Given my reliance on them, it’s fascinating to see where design patterns come up short. For example, the article introduces a concept that is new to me, of the “local maximum”:
The local maximum is a point at which you’ve hit the limit of the current design… It is as effective as it’s ever going to be in its current incarnation. Even if you make 100 tweaks, you can only get so much improvement; it is as effective as it’s ever going to be on its current structural foundation.
I see the “local maximum” in effect when it comes to the design of corporate websites, particularly the many (thousands) that feature a large banner slider at the top.
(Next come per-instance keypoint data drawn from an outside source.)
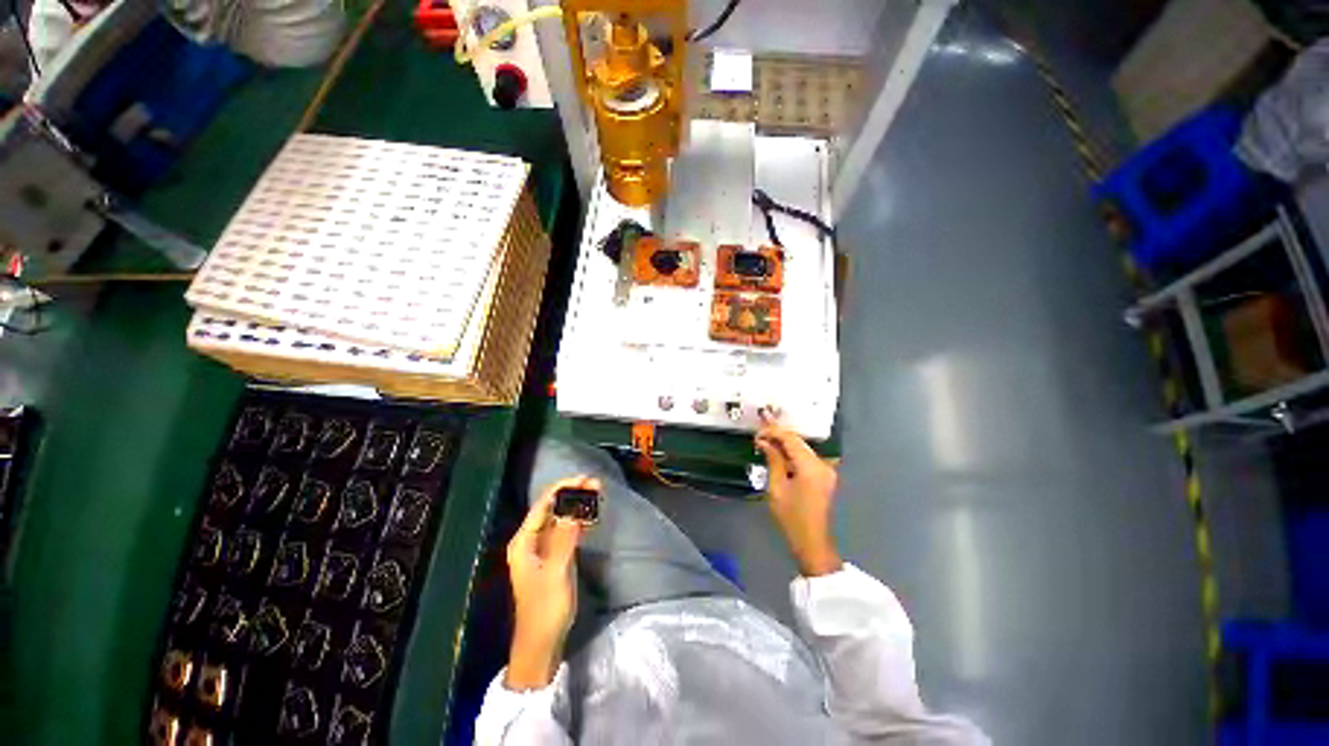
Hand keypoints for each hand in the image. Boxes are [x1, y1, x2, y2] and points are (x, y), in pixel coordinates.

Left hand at [504, 476, 596, 689]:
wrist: (542, 642)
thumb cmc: (545, 608)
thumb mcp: (557, 571)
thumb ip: (566, 537)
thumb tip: (575, 507)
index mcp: (524, 541)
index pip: (544, 504)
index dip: (563, 488)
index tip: (583, 479)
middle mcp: (531, 540)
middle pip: (553, 508)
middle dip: (573, 494)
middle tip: (595, 483)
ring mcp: (543, 549)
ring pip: (561, 518)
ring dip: (578, 505)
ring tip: (597, 492)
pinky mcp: (555, 557)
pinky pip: (567, 531)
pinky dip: (579, 521)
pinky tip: (591, 514)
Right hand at [754, 419, 841, 577]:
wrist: (811, 541)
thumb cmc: (791, 516)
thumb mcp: (776, 487)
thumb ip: (773, 460)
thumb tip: (764, 442)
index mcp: (811, 467)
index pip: (791, 439)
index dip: (773, 431)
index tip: (758, 431)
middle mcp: (822, 464)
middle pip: (798, 442)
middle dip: (779, 434)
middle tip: (760, 429)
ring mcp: (826, 470)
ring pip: (802, 448)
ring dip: (784, 443)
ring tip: (765, 438)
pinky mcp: (824, 476)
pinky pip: (806, 457)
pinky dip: (792, 453)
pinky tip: (778, 452)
There are many slight variations on this approach, but is this really the best design solution for this type of website?
Certainly, some sites such as Google Ventures are breaking the mold to a degree, but for the most part, so many of these types of sites follow the same formula.
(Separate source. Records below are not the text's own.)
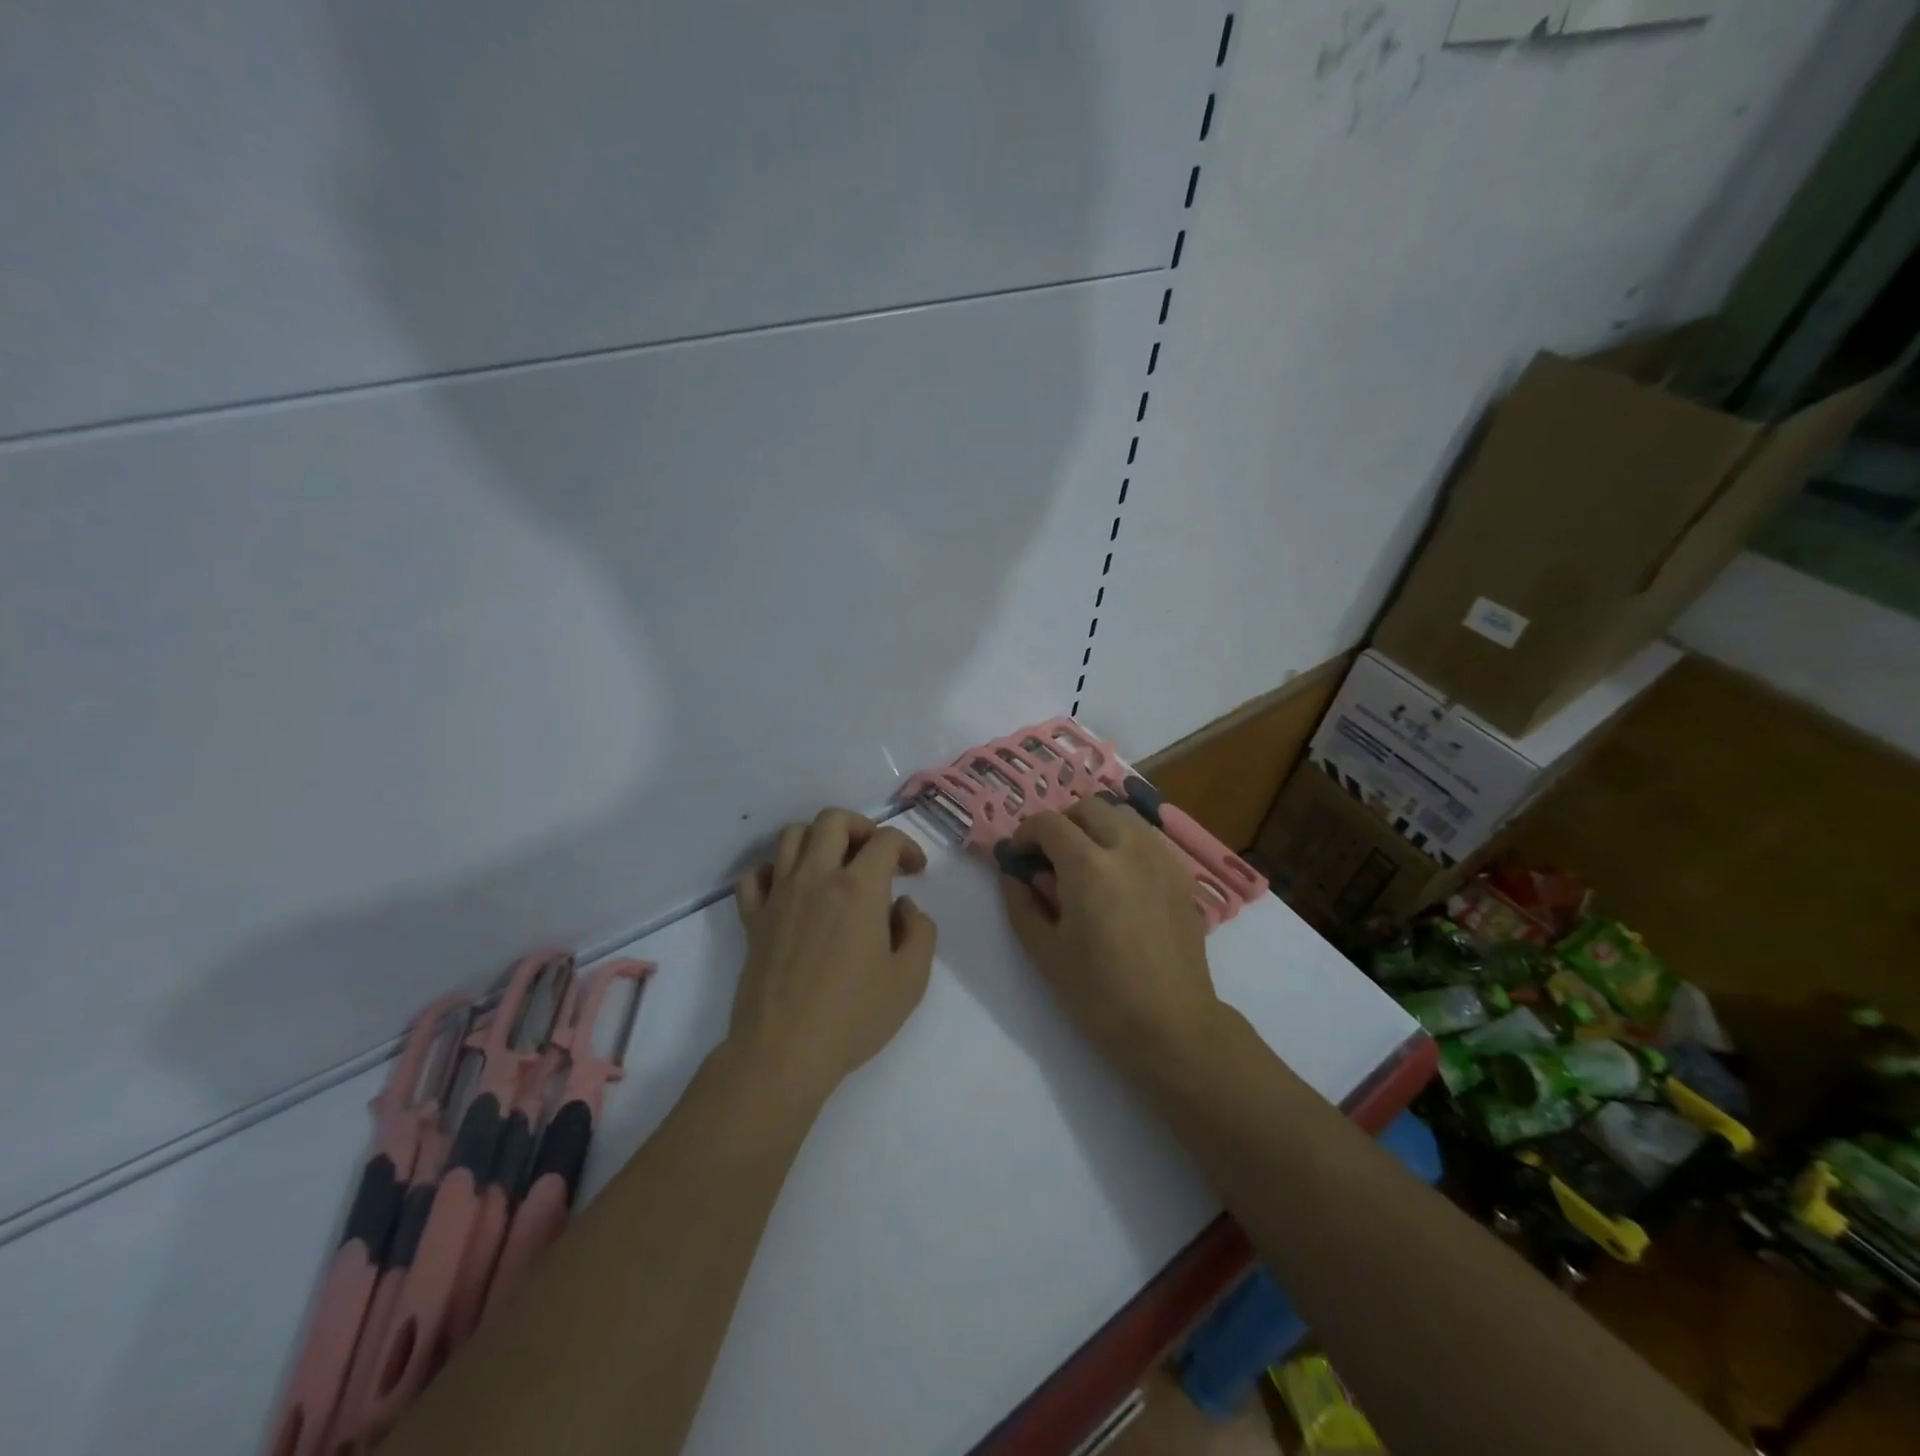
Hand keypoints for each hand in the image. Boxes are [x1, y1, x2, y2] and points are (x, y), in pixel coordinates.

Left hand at [729, 808, 936, 1104]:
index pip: (885, 840)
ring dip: (818, 839)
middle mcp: (816, 877)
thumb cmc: (854, 1016)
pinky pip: (755, 874)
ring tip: (834, 865)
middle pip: (833, 819)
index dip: (907, 847)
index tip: (916, 871)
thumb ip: (920, 930)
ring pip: (791, 835)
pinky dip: (773, 870)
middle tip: (875, 855)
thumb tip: (902, 906)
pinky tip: (790, 889)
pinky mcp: (752, 918)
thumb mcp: (911, 978)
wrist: (784, 1052)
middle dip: (861, 827)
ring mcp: (779, 894)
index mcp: (859, 888)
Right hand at [998, 796, 1222, 1070]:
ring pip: (1123, 815)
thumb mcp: (1044, 952)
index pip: (1049, 823)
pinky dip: (1126, 841)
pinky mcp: (1181, 874)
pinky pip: (1148, 838)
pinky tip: (1120, 877)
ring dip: (1096, 826)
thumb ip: (1021, 904)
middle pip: (1088, 807)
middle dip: (1062, 823)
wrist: (1170, 1025)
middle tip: (1050, 856)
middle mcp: (1128, 848)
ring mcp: (1161, 858)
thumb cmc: (1099, 995)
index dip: (1026, 834)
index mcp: (1088, 866)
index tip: (1019, 857)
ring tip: (1086, 860)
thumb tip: (1012, 874)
It’s also interesting to see how design patterns develop, especially with the rise of mobile and its implications for web design in general.
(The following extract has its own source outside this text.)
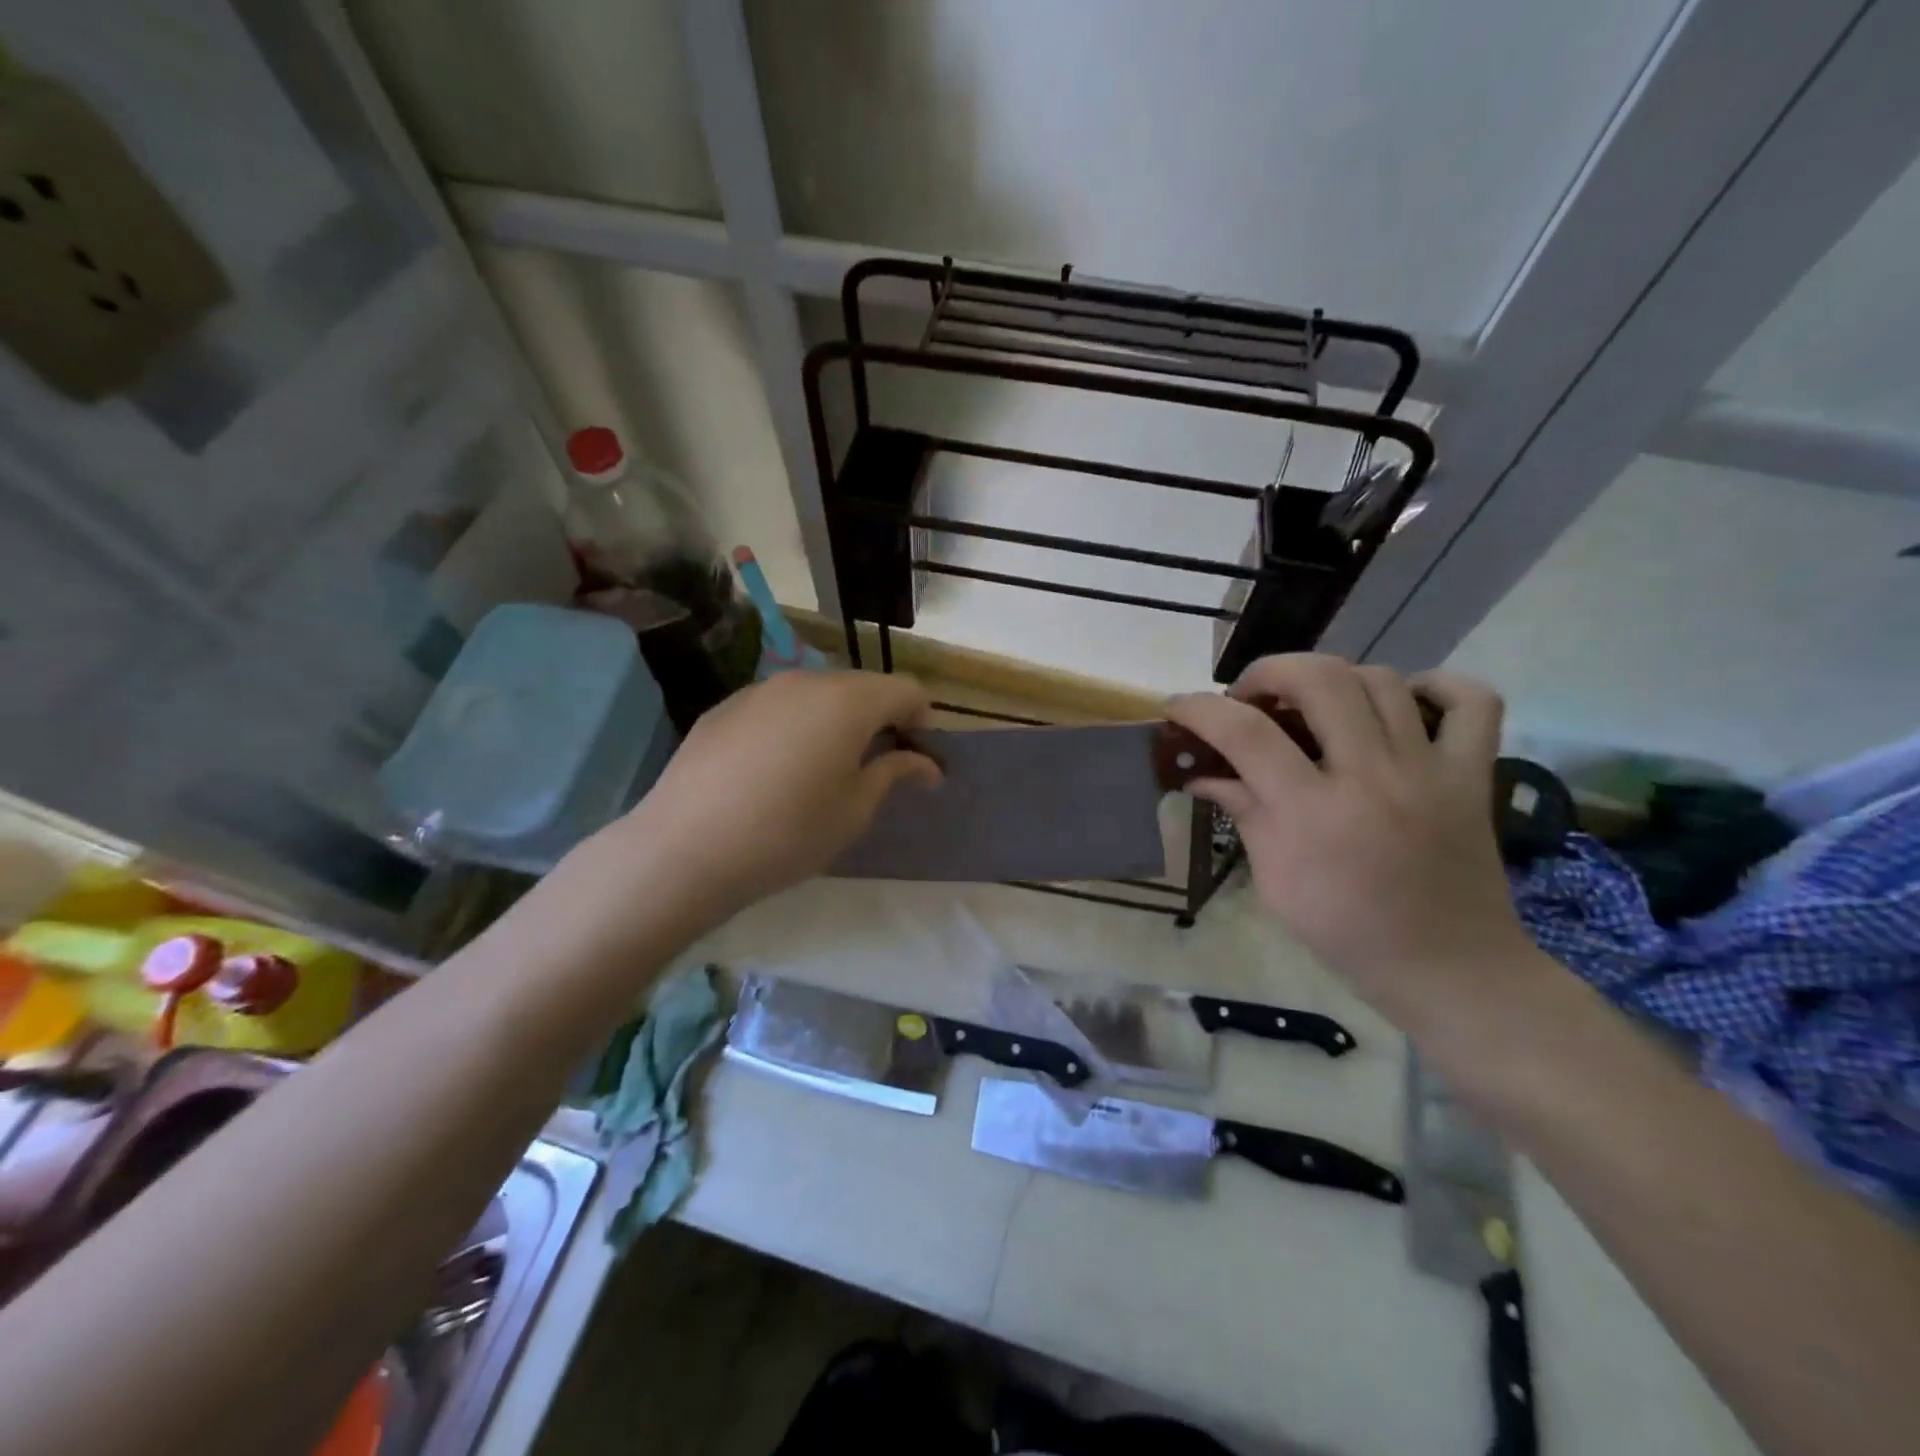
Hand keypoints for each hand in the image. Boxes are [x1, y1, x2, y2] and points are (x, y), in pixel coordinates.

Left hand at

In a previous post I looked at how design patterns were emerging for icon use in navigation, and right now we are debating in our team the right icon to represent a phone number — should it be an iPhone, a traditional phone, or an older style mobile phone?
Keeping on the topic of emerging design patterns, the use of the ellipsis as an icon for more options seems to be making its way from mobile app use into regular web design.
On the subject of when to follow and when to break design patterns, it’s not too surprising that the conclusion of the Smashing Magazine article is to use design patterns when they are relevant, but to keep an open mind in case there is a better way to solve the design problem in question.
In other words, “it depends.”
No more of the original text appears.